━━ MATERIAL FOR THIS EXERCISE ━━

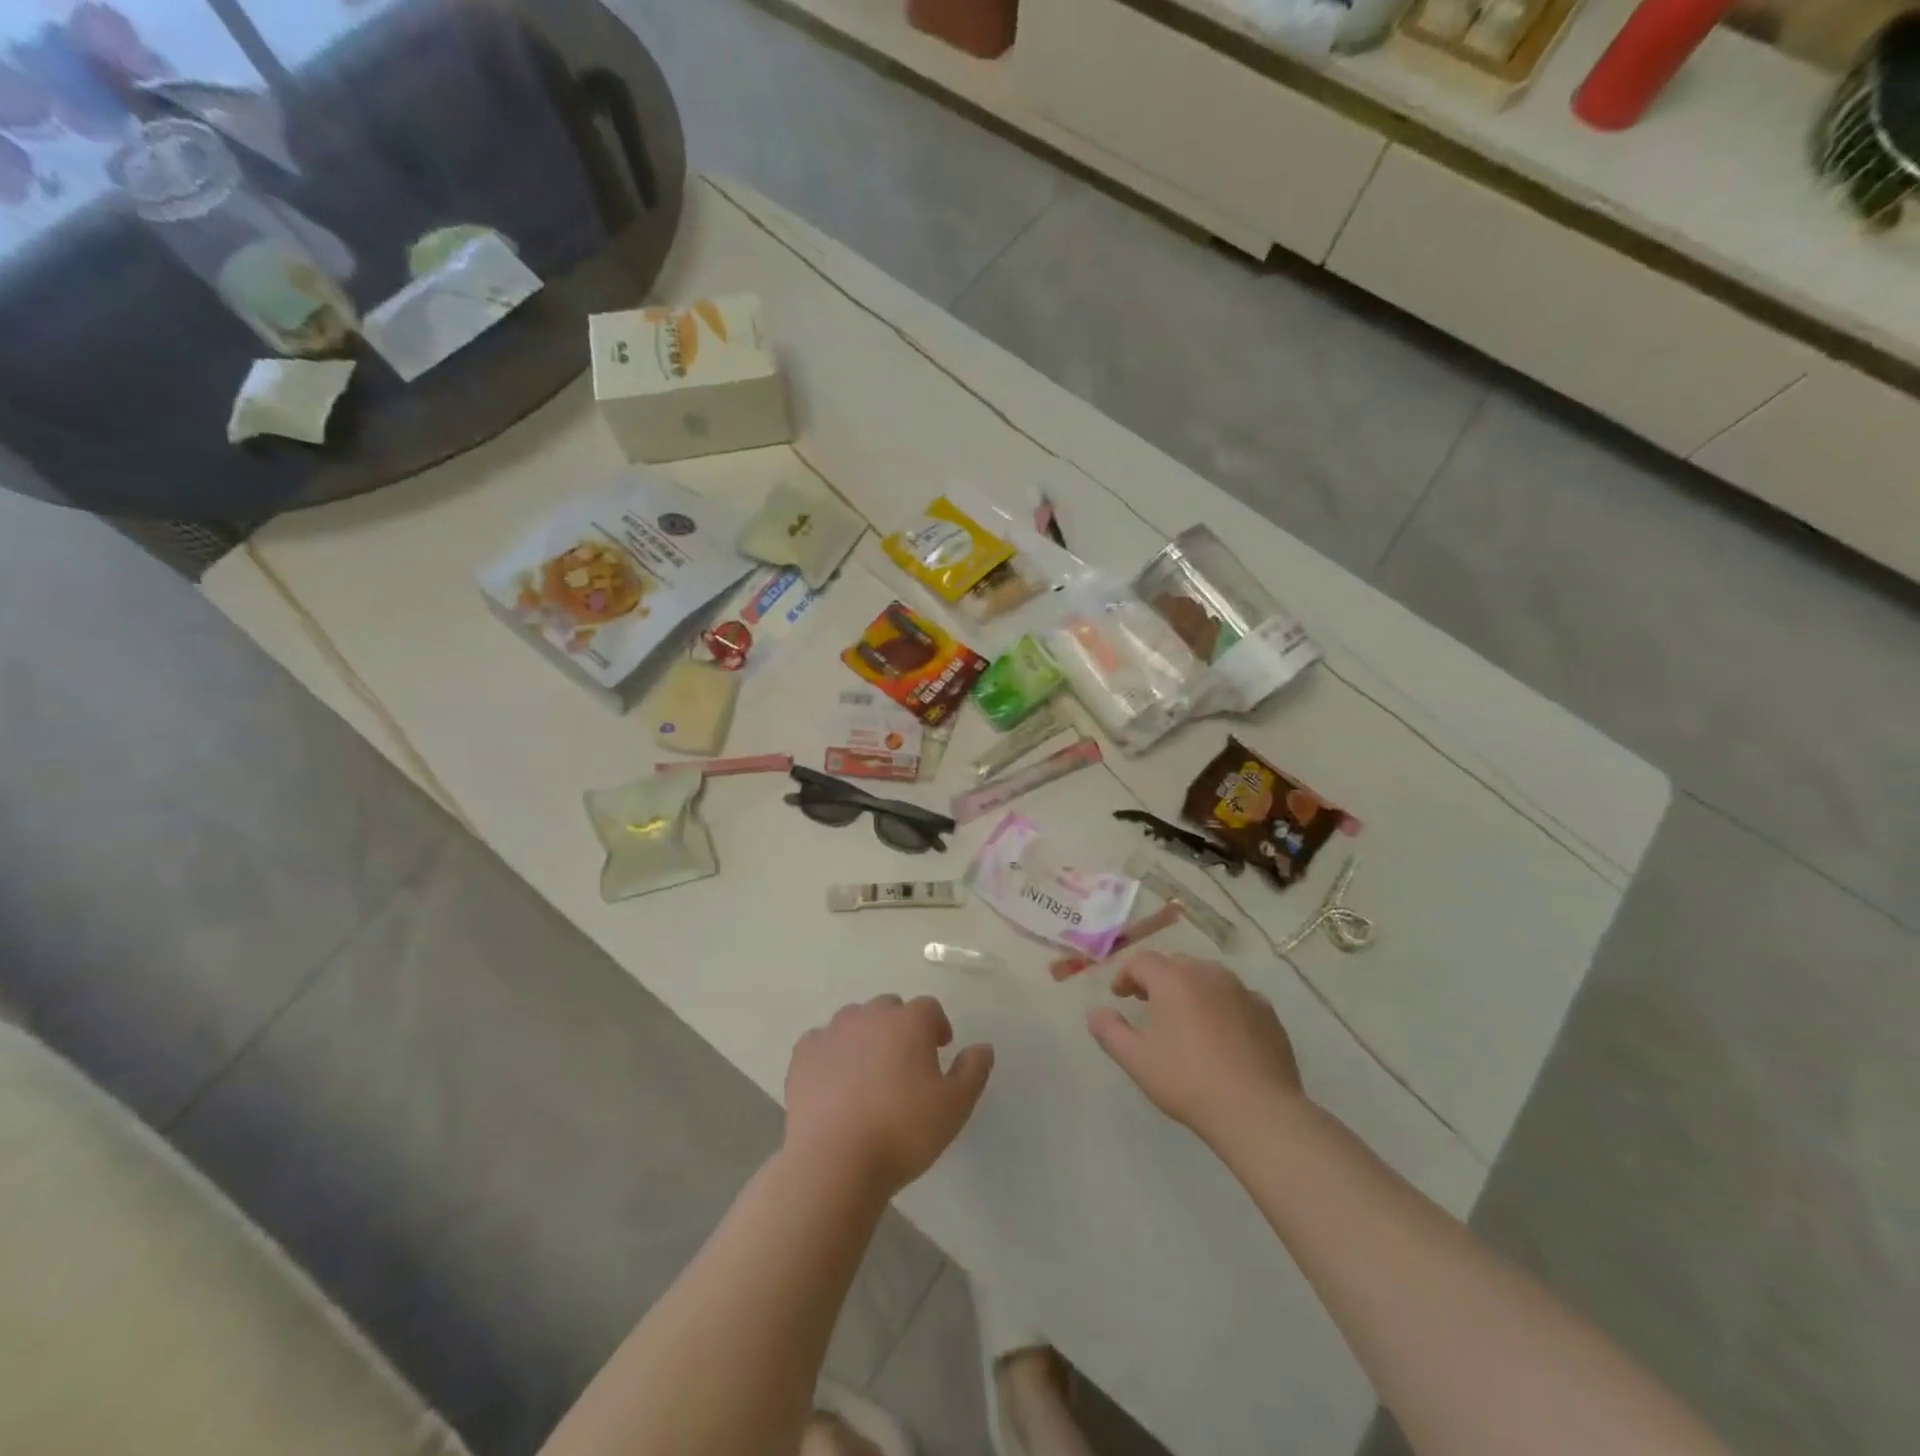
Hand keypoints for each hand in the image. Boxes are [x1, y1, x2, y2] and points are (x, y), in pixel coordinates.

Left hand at [785, 995, 994, 1196]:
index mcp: (909, 1021)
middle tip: (905, 1063)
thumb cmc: (903, 1131)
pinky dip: (832, 1054)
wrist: (834, 1160)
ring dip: (865, 1037)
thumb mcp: (955, 1107)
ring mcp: (833, 1031)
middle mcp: (871, 1015)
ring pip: (855, 1021)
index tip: (939, 1051)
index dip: (937, 1026)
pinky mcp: (804, 1054)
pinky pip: (822, 1042)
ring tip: (869, 1073)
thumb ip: (973, 1071)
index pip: (929, 1008)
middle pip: (890, 1008)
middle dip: (900, 1028)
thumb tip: (982, 1047)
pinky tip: (834, 1082)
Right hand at [1087, 952, 1305, 1142]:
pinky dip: (1222, 1006)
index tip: (1119, 997)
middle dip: (1157, 979)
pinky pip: (1236, 998)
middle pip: (1175, 964)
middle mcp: (1208, 974)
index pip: (1142, 961)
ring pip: (1208, 977)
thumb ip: (1110, 1031)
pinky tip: (1221, 1034)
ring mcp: (1242, 991)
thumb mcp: (1137, 1060)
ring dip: (1191, 989)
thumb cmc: (1188, 1080)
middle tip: (1147, 1004)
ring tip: (1185, 1018)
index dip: (1125, 975)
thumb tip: (1095, 1012)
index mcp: (1174, 979)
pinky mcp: (1267, 1012)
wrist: (1257, 1110)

━━━

WHAT IS BEING ASKED:
The answer must contain only the lines from the one with "thumb mcp: (1137, 1060)" to the end of the entries above, each written out exactly.

SOLUTION TO THIS EXERCISE:
thumb mcp: (1137, 1060)
ring dip: (1191, 989)
thumb cmc: (1188, 1080)
middle tip: (1147, 1004)
ring tip: (1185, 1018)
index dip: (1125, 975)
thumb tip: (1095, 1012)
index mcp: (1174, 979)
pinky mcp: (1267, 1012)
wrist: (1257, 1110)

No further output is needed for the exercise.